This is a topic about which rubrics are silent and history
may provide little clear-cut guidance!
Many suggest that it is appropriate for those to be baptized
to receive ashes on Ash Wednesday as a sign of metanoia and of a
desire to be united to Christ. Thus, they argue, it is just as appropriate
for any of the "elect" to be chosen to have a foot washed, as
a sign of willingness to allow Christ to be the one who will continue
to cleanse them from sin. On the other hand, there are ritual
moments when it seems particularly appropriate to make a distinction
between the baptized and the "elect." For example, since
those to be baptized will symbolically receive the "light of Christ"
for the first time only after their Baptism (RCIA, #230), some
dioceses have explicitly legislated that that the "elect" do not carry
candles at the beginning of the Easter Vigil.
Should the foot-washing be considered more like receiving
ashes or more like holding a candle at the Easter Vigil?
The inclusion of the "Mandatum" (foot-washing) rite in the
Mass of the Lord's Supper in the Roman rite is relatively recent and
is not universally practiced in the Church in other ritual families.
For example, in the Ambrosian Rite of Milan, Italy, the "mandatum"
is, in fact, prohibited during Mass on Holy Thursday!
The current Holy Thursday rite seems to have originated in
monastic communities (wherein everyone was already baptized)
and then slowly was included in cathedral and parochial settings.
In the 1570 Missal, however, the rite took place after Mass and the
stripping of the altar and was restricted to clergy. The corresponding
Ceremonial of Bishops (of 1600) mentions an alternative
practice, that of bishops washing the feet of paupers. In this
era, however, adult catechumens were virtually non-existent in
most of Europe and so the question of washing the feet of nonbaptized
would not arise.
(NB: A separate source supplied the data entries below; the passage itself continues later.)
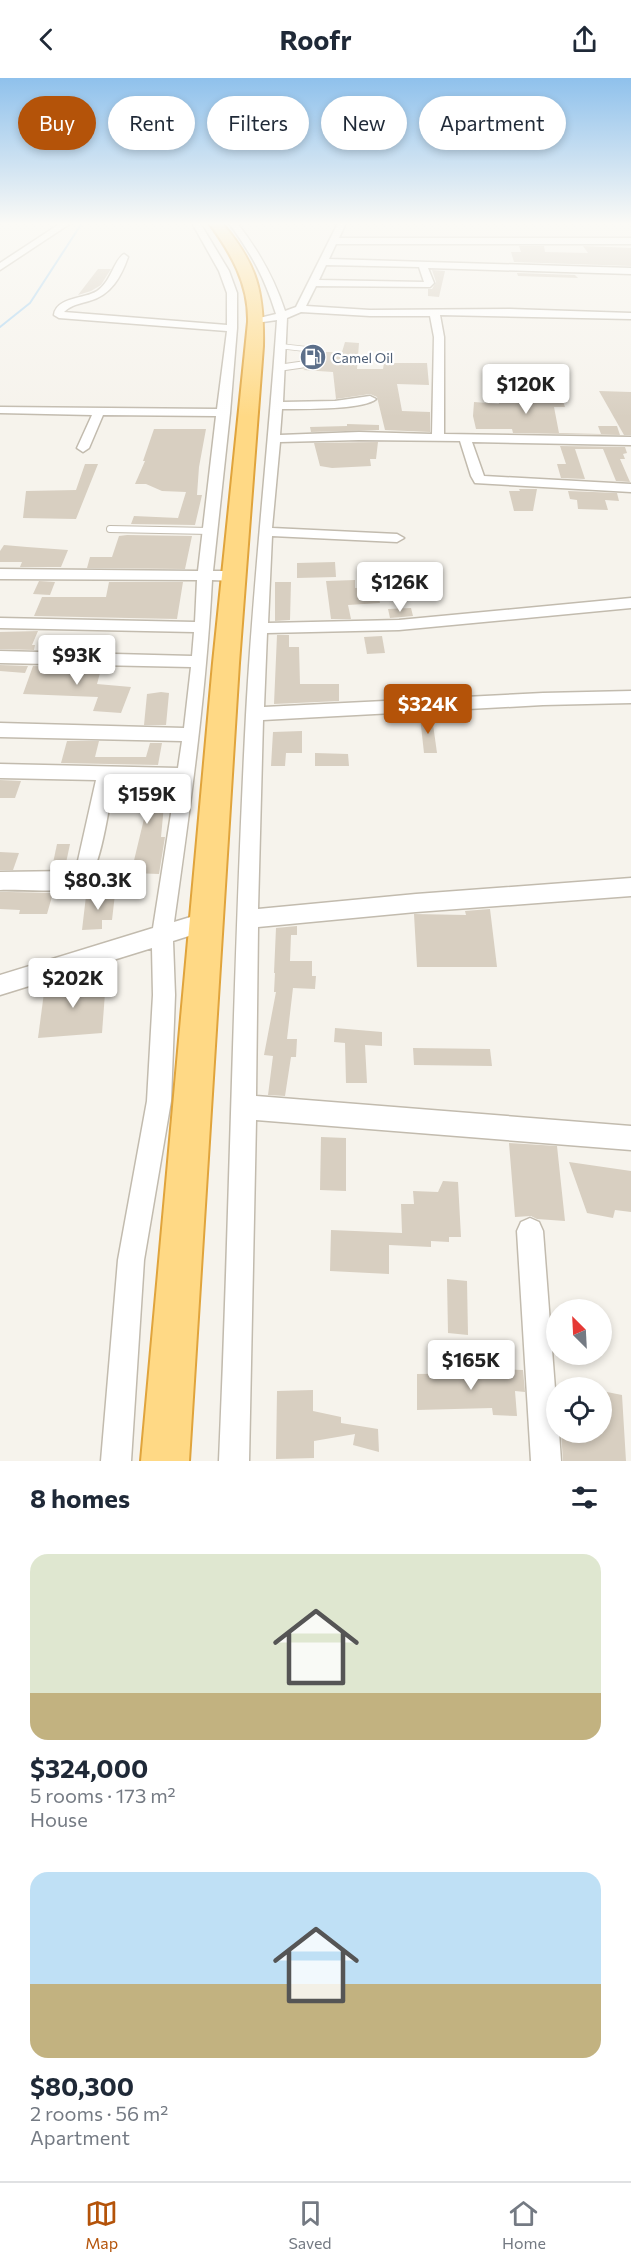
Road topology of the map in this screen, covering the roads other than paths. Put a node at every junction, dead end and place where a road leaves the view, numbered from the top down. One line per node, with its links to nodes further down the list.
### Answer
1 (107, 288): 6 (street)
2 (240, 288): 6 (street)
3 (250, 288): 6 (highway)
4 (266, 288): 6 (street)
5 (304, 288): 6 (street)
6 (259, 309): 7 (street); 9 (street); 17 (street); 23 (highway)
7 (434, 312): 8 (street); 18 (street)
8 (631, 316)
9 (279, 346): 10 (lane); 12 (street)
10 (311, 354)
11 (311, 361): 12 (lane)
12 (278, 368): 14 (street)
13 (370, 399): 14 (street)
14 (277, 405): 20 (street)
15 (0, 410): 16 (street)
16 (99, 411): 17 (street); 22 (street)
17 (224, 413): 23 (street)
18 (438, 437): 19 (street); 20 (street)
19 (465, 438): 21 (street); 24 (street)
20 (274, 439): 27 (street)
21 (631, 441)
22 (83, 448)
23 (229, 481): 26 (street); 31 (highway)
24 (631, 488)
25 (110, 529): 26 (lane)
26 (210, 531): 30 (street)
27 (265, 532): 28 (street); 35 (street)
28 (397, 538)
29 (0, 574): 30 (street)
30 (204, 575): 31 (street); 34 (street)
31 (234, 576): 48 (highway)
32 (631, 603): 35 (street)
33 (0, 623): 34 (street)
34 (202, 627): 37 (street)
35 (259, 628): 39 (street)
36 (0, 657): 37 (street)
37 (200, 662): 41 (street)
38 (631, 697): 39 (street)
39 (255, 714): 47 (street)
40 (0, 730): 41 (street)
41 (192, 735): 44 (street)
42 (0, 771): 43 (street)
43 (106, 774): 44 (street); 45 (street)
44 (185, 775): 49 (street)
45 (0, 881)
46 (631, 887): 47 (street)
47 (248, 919): 51 (street)
48 (207, 921): 49 (street); 55 (highway)
49 (162, 935): 50 (street); 54 (street)
50 (0, 985)
51 (242, 1107): 52 (street); 56 (street)
52 (631, 1138)
53 (530, 1231): 57 (street)
54 (116, 1461)
55 (165, 1461)
56 (234, 1461)
57 (546, 1461)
It was not until the interim reforms of
Holy Week in 1956 that the foot-washing rite was officially
permitted during Mass.
What may seem odd is that a fourth-century
reference to a rite of foot-washing occurs, not in the
context of Holy Thursday rites, but rather in the
description of the initiation rites. Saint Ambrose of
Milan mentions that after neophytes were baptized and confirmed,
they had their feet washed. There is speculation that in
some Christian communities highly influenced by the Gospel of
John, post-baptismal foot-washing may have been a regular practice
because of John 13:10. Here, in response to Peter's plea that
Jesus wash his hands and head, Jesus says, "Whoever has bathed
has no need except to have his feet washed, for he is clean all
over." If one interprets the reference to "bathing" as a reference to
Baptism, then this verse could be interpreted as suggesting that
foot-washing is to be done only for those already baptized.
If one sees foot-washing as having a significant baptismal
symbolism (as do the holy water fonts at the entrances to
churches), and if participating in the rite (or taking holy water
with one's fingertips) is seen as a symbolic renewal of Baptism,
then one can legitimately wonder how appropriate it is for someone
not yet baptized to participate in the rite (or make the Sign of
the Cross with holy water).
Too often, our modern, technological culture limits an action
or object to having just one meaning. The tradition of the Church,
however, is that liturgical objects and actions have multiple meanings.
The foot-washing is not only a call to service and humility,
but also a symbol of union with Christ through Baptism (see John
13:8, "Unless I wash you, you will have no inheritance with me").
Taking all these aspects into account, it seems best to me to
recommend that the "elect" not be among those who participate
in the foot-washing on Holy Thursday.